YOUR OBJECTIVE
Where a line of the records holds the string "dead", copy that line.

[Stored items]

=== Begin Enclosure ===

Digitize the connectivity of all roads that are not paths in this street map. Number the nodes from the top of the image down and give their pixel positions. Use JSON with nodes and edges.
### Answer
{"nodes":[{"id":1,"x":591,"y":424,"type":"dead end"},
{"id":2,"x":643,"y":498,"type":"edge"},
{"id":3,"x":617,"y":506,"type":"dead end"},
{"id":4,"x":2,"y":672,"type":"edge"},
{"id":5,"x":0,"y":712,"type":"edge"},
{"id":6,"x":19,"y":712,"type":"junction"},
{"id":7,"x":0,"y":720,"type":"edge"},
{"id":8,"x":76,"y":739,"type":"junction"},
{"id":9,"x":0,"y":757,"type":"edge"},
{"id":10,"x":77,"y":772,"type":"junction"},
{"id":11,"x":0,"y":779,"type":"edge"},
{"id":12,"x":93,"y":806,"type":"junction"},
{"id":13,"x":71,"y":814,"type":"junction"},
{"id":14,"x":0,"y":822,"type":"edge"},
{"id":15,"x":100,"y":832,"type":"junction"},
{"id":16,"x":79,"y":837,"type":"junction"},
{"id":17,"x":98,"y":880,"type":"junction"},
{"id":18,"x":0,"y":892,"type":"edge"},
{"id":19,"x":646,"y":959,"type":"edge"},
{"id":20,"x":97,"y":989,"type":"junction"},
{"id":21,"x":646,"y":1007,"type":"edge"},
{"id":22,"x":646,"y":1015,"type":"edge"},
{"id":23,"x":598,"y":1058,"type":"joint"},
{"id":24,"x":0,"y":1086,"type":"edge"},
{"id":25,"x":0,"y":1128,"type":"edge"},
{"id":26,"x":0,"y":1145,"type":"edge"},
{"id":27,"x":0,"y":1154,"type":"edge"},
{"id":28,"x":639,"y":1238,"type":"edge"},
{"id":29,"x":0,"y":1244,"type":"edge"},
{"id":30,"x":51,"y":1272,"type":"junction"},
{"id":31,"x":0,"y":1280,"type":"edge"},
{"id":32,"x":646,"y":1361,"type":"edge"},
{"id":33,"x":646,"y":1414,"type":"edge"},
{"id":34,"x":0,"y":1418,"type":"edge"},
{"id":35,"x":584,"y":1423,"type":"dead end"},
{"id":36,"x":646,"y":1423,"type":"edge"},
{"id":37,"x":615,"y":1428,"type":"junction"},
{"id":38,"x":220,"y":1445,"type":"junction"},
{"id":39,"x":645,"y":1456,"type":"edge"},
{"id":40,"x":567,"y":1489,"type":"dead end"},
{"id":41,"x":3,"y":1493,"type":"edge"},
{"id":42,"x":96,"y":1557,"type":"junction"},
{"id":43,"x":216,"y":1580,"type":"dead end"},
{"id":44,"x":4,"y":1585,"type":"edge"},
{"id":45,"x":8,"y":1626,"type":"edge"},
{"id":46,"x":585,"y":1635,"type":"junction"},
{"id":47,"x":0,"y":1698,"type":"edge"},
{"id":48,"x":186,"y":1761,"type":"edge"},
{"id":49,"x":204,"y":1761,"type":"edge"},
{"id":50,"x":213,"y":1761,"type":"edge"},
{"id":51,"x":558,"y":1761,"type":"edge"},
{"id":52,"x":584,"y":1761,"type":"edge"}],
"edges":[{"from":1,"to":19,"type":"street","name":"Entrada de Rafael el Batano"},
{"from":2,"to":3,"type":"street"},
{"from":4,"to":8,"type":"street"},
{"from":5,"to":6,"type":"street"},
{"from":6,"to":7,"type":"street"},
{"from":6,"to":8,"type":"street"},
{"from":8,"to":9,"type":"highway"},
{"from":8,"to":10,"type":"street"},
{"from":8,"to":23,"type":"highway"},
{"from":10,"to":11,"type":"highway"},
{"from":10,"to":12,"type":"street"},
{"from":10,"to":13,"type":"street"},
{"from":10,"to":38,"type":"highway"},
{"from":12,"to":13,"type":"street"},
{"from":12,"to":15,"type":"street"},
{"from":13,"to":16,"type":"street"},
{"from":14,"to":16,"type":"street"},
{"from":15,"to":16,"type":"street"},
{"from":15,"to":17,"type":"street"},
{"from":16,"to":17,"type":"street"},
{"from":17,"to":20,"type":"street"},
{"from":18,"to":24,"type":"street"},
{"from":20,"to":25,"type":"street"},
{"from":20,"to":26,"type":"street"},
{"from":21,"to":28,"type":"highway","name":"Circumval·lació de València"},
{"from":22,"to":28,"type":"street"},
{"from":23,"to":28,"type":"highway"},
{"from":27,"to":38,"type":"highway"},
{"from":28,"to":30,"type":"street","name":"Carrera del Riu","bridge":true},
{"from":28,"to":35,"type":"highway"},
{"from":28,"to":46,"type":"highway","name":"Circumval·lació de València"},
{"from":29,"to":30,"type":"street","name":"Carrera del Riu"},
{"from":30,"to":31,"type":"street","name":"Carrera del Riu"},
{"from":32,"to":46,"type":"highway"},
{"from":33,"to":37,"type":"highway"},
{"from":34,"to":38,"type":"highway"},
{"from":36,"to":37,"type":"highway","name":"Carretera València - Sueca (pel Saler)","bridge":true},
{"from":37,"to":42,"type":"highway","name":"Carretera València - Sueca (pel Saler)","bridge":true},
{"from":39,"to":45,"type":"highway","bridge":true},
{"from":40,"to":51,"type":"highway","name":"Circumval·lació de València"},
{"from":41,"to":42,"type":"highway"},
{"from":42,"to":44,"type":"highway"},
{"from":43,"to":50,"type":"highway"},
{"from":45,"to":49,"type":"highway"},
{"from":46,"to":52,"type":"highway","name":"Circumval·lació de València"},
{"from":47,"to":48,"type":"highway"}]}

=== End Enclosure ===

RESPONSE
{"nodes":[{"id":1,"x":591,"y":424,"type":"dead end"},
{"id":3,"x":617,"y":506,"type":"dead end"},
{"id":35,"x":584,"y":1423,"type":"dead end"},
{"id":40,"x":567,"y":1489,"type":"dead end"},
{"id":43,"x":216,"y":1580,"type":"dead end"},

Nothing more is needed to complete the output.